START Provided information

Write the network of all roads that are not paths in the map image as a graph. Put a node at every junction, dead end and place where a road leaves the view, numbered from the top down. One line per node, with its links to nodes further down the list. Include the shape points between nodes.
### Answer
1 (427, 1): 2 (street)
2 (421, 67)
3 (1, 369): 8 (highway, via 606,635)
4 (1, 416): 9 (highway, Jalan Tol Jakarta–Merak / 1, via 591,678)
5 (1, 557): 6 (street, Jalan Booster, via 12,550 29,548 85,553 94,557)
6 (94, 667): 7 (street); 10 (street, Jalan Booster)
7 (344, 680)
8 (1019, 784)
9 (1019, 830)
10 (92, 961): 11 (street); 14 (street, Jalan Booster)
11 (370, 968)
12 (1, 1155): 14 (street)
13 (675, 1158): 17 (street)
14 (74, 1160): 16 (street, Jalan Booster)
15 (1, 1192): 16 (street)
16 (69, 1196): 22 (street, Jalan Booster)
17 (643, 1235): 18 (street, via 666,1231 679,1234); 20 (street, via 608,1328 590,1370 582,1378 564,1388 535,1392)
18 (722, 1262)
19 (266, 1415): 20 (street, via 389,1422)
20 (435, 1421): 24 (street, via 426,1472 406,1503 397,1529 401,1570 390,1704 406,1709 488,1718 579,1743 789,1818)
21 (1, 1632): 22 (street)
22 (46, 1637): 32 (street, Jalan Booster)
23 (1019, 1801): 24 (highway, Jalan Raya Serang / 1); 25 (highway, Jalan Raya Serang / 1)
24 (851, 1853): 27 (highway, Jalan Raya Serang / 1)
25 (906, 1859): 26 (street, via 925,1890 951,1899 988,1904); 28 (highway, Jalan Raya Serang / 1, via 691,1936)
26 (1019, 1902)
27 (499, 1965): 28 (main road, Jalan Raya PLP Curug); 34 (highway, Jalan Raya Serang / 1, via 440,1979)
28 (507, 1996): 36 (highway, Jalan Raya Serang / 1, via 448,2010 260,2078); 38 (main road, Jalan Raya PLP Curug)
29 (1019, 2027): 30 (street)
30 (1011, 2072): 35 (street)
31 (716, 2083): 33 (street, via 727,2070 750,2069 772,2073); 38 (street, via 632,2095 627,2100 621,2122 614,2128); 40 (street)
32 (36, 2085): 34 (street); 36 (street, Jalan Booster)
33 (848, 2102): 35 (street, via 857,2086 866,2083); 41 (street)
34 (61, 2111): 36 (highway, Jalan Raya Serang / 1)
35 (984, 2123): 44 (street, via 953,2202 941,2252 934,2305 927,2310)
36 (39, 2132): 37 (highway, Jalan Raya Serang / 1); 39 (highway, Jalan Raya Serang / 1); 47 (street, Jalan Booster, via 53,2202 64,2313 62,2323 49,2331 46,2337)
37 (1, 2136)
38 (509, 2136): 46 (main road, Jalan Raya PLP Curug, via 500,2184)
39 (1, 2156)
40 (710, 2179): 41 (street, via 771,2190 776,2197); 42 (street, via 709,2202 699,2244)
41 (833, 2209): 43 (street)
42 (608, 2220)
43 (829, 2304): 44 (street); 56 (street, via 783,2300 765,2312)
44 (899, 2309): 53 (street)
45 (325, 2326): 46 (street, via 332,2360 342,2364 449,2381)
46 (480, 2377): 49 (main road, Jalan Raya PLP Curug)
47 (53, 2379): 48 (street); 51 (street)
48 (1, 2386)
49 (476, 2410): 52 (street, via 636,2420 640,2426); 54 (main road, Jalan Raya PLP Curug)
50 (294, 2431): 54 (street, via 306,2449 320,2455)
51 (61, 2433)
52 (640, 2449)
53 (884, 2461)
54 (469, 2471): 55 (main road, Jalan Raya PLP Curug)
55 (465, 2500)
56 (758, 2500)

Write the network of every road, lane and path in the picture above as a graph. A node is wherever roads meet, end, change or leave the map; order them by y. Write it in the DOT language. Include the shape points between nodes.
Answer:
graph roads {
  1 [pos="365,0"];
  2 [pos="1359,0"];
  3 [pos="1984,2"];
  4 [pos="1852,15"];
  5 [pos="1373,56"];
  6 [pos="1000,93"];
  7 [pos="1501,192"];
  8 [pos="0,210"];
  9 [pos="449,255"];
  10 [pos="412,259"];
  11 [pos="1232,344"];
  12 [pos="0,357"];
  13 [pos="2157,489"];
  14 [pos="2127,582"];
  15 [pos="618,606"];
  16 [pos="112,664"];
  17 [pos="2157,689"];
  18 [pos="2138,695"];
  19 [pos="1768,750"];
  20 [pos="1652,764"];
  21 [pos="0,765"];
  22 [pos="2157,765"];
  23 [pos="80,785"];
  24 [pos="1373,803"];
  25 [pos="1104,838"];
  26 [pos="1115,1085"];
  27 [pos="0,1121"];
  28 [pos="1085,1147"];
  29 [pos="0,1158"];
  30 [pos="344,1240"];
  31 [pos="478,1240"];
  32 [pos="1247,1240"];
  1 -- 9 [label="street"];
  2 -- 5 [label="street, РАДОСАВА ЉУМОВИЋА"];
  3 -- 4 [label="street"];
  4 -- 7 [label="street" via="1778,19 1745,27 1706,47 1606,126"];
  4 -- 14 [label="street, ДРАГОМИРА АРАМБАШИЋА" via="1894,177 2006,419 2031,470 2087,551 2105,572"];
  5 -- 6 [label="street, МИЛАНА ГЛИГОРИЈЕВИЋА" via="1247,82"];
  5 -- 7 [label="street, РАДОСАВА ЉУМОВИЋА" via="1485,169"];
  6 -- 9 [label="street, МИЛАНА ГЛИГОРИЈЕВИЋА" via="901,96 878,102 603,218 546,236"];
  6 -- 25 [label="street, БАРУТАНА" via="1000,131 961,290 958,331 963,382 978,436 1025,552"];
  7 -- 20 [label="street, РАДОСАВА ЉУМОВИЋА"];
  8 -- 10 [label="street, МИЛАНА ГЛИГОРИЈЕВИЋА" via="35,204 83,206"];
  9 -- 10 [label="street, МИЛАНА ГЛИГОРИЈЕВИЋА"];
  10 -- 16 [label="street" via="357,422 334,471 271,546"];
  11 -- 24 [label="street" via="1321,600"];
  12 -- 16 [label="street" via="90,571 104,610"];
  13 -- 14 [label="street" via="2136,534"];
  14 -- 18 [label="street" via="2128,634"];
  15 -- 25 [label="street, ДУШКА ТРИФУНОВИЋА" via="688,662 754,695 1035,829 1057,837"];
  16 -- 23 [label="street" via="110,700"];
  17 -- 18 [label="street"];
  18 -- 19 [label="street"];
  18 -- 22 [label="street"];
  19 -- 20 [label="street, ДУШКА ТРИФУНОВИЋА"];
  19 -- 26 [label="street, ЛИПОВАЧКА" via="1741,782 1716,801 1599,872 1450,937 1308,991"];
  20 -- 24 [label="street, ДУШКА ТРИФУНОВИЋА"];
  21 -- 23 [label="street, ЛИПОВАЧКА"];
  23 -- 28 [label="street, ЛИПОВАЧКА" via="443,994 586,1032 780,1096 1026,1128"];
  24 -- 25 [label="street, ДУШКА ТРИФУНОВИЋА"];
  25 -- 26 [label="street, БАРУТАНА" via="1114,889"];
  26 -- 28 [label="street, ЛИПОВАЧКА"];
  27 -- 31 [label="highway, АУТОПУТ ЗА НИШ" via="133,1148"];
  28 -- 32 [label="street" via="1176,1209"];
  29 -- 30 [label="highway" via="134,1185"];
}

END Provided information

Your answer should be a single number: the tally of lines in the entries that include the word "graph".

3